# [Records to process]
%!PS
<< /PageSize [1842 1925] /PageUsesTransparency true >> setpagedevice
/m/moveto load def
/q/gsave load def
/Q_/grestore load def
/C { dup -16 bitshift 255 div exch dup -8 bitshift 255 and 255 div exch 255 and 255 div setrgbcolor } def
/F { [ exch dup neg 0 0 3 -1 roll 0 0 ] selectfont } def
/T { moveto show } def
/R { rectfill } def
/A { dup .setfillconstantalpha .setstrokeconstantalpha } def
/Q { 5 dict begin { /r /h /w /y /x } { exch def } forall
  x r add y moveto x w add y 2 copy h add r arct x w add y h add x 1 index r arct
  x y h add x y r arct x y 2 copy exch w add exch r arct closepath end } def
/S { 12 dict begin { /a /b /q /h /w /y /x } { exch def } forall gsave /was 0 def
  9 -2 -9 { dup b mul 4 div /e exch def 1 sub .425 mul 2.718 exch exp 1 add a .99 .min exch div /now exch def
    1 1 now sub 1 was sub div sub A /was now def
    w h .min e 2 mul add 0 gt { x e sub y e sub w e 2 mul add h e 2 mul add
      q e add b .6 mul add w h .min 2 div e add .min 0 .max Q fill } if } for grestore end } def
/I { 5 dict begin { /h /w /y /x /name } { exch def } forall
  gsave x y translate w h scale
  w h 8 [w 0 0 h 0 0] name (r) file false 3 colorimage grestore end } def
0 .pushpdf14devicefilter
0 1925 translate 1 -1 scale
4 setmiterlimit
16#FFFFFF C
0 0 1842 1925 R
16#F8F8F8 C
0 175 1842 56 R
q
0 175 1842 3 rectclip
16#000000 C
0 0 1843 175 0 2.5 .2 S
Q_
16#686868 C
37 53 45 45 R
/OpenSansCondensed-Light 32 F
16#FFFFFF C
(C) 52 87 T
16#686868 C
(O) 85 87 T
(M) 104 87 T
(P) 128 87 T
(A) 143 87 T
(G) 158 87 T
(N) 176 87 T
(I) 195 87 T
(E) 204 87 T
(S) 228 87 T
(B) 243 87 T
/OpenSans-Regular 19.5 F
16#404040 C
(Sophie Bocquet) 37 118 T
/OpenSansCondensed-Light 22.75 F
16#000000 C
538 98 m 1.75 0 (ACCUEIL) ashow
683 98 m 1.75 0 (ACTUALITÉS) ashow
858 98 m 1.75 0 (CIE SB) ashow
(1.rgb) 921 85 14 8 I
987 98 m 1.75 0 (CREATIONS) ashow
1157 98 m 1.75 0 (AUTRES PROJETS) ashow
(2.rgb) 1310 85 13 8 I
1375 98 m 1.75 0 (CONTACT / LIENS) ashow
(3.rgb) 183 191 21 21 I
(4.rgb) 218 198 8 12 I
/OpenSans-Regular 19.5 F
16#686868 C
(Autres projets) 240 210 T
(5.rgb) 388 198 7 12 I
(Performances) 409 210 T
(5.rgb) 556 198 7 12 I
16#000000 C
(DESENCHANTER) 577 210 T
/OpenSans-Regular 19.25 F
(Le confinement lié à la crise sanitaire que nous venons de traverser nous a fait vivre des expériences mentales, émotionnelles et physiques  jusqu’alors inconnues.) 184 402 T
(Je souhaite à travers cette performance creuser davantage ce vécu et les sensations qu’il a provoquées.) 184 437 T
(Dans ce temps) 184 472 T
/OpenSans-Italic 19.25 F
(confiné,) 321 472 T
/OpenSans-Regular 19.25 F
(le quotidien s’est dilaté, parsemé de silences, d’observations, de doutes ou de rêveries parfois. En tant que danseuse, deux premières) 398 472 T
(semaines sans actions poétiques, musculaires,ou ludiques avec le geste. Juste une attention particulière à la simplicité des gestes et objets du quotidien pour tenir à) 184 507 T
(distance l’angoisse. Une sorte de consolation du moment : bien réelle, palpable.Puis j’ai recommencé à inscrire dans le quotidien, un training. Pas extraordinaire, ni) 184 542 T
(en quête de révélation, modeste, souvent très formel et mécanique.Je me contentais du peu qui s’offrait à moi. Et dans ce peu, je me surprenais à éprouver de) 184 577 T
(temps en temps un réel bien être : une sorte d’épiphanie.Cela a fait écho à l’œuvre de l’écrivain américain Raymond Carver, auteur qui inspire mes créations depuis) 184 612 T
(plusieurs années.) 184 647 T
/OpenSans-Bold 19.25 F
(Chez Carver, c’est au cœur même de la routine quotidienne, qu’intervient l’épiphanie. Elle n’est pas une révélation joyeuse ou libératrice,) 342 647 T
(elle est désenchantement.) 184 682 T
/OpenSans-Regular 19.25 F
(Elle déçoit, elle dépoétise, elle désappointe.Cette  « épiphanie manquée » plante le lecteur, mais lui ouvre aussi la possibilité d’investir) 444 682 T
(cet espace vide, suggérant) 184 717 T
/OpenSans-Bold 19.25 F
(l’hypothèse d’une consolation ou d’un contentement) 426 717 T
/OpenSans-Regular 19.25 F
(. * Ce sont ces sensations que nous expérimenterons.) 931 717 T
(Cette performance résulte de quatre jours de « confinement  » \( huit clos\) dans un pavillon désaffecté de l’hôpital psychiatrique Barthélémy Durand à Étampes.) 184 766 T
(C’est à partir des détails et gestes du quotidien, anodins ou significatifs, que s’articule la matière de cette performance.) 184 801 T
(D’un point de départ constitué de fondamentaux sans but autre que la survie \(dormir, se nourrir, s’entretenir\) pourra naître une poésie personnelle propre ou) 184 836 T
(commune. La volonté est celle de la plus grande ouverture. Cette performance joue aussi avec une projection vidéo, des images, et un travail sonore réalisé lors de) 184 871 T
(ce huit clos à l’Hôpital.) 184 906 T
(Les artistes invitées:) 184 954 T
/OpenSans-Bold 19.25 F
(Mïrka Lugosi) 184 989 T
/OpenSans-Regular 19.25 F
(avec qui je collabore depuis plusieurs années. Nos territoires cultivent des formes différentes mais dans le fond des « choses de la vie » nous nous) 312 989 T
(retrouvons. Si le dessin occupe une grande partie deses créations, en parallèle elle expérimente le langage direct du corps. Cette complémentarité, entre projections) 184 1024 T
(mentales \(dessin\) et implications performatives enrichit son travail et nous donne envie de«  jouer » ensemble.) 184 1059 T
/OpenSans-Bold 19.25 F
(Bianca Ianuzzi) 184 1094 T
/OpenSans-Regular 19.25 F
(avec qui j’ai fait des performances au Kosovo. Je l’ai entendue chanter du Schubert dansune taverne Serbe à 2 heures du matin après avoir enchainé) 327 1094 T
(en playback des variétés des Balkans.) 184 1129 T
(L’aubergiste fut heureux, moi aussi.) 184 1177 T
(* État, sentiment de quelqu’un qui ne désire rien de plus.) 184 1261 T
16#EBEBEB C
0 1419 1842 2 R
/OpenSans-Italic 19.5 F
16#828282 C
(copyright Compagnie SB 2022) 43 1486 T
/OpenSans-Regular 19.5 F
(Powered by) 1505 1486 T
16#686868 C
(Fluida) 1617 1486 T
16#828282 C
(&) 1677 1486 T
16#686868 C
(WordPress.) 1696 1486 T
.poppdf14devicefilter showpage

==

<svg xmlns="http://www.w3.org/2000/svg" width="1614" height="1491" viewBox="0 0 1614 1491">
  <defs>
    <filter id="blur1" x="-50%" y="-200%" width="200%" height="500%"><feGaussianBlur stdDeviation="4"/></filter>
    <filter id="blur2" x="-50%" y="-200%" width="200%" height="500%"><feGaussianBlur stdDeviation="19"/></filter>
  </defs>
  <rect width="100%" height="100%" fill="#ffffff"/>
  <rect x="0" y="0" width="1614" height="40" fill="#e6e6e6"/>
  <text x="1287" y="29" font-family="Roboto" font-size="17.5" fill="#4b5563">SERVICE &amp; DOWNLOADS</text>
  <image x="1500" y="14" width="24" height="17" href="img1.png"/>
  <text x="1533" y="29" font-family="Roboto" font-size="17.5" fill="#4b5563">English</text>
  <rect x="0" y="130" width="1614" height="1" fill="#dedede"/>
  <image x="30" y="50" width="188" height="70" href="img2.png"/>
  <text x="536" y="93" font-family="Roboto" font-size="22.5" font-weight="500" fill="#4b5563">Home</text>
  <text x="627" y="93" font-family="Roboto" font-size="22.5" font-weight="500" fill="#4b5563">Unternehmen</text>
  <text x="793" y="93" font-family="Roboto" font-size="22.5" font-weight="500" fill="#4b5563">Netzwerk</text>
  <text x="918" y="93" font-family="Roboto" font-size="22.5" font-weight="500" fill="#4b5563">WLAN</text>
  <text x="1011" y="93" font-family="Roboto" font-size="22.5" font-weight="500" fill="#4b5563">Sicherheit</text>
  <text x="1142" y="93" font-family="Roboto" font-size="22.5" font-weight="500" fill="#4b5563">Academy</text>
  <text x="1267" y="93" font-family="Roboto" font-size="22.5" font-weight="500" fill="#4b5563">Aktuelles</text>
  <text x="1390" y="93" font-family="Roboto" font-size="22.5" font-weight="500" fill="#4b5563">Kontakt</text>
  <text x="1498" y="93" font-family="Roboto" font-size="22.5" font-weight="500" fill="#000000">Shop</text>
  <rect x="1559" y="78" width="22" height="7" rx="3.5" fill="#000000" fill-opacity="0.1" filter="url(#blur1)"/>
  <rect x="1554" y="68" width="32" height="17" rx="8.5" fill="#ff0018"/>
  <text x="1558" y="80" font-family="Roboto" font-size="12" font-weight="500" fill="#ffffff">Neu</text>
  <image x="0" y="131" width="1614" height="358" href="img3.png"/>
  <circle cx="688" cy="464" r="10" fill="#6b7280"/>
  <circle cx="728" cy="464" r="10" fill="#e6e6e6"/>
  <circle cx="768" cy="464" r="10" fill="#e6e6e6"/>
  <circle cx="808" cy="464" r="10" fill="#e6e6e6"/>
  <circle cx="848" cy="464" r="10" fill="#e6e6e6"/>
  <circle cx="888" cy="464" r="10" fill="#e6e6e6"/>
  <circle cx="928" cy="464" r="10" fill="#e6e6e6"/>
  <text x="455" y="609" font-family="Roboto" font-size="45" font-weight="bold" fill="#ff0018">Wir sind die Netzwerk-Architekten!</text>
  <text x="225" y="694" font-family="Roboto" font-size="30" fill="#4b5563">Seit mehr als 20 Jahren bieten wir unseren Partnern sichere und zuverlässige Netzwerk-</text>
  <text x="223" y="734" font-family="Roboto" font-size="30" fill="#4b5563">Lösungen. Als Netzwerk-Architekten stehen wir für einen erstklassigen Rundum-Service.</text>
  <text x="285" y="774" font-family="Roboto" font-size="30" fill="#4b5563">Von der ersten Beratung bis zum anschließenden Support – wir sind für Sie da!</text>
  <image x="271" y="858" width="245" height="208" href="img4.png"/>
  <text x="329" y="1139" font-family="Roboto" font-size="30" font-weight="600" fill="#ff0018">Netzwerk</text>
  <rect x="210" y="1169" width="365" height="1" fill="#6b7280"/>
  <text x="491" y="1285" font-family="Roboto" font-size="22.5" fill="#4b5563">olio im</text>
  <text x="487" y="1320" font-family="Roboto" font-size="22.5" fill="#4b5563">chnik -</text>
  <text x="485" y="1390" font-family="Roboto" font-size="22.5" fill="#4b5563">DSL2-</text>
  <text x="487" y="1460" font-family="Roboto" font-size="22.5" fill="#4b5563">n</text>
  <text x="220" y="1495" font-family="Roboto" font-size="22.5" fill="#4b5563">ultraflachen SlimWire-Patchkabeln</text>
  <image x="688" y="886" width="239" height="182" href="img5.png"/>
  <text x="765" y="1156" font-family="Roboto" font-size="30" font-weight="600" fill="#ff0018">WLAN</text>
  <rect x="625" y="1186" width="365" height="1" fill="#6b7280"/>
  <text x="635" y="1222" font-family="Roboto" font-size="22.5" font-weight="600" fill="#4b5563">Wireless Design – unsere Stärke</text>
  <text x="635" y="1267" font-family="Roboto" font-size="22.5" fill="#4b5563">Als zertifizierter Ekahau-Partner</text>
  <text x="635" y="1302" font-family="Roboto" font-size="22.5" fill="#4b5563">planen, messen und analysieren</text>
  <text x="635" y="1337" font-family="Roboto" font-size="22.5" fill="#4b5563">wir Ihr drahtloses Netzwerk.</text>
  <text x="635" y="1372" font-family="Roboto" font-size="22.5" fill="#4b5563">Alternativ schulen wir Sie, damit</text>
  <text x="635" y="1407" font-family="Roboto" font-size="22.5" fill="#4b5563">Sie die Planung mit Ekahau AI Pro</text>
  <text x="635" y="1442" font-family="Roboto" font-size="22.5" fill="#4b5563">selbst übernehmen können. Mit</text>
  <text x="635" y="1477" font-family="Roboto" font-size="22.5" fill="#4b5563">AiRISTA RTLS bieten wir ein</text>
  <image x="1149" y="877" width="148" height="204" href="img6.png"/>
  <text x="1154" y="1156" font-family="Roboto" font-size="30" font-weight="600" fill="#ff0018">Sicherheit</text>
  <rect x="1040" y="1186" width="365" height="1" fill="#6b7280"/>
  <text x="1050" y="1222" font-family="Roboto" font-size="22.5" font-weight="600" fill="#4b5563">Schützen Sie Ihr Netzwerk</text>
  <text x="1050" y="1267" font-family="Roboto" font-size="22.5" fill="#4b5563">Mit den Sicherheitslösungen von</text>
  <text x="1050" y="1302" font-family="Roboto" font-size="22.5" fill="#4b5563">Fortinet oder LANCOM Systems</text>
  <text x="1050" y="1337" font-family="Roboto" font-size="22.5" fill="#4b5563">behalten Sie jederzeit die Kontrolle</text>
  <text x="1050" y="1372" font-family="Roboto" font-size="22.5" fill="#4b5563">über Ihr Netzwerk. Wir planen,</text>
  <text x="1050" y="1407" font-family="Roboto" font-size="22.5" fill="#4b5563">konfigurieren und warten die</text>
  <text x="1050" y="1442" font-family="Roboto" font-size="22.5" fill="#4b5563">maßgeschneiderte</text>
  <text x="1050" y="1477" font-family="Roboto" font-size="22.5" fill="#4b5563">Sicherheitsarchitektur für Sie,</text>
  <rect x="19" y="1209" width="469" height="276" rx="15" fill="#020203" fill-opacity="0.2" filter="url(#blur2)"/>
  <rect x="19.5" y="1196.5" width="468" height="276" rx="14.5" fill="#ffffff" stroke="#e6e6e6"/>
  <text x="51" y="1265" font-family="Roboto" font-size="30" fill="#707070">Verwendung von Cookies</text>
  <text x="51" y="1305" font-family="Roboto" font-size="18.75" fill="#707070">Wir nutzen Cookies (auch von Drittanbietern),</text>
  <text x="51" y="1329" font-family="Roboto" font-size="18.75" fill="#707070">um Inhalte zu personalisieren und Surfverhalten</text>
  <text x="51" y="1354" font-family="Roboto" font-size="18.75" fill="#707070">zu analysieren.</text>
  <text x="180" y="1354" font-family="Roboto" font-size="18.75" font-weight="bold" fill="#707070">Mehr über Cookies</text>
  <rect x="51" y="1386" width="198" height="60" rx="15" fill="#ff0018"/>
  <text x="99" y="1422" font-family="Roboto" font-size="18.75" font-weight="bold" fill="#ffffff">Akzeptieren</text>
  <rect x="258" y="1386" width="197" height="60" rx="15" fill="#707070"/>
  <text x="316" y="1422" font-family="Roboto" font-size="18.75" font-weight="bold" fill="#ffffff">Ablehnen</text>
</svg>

# [Problem details]
Tally the lines of the records that hold the word "begin" and output only the total.

# [Answer area]
3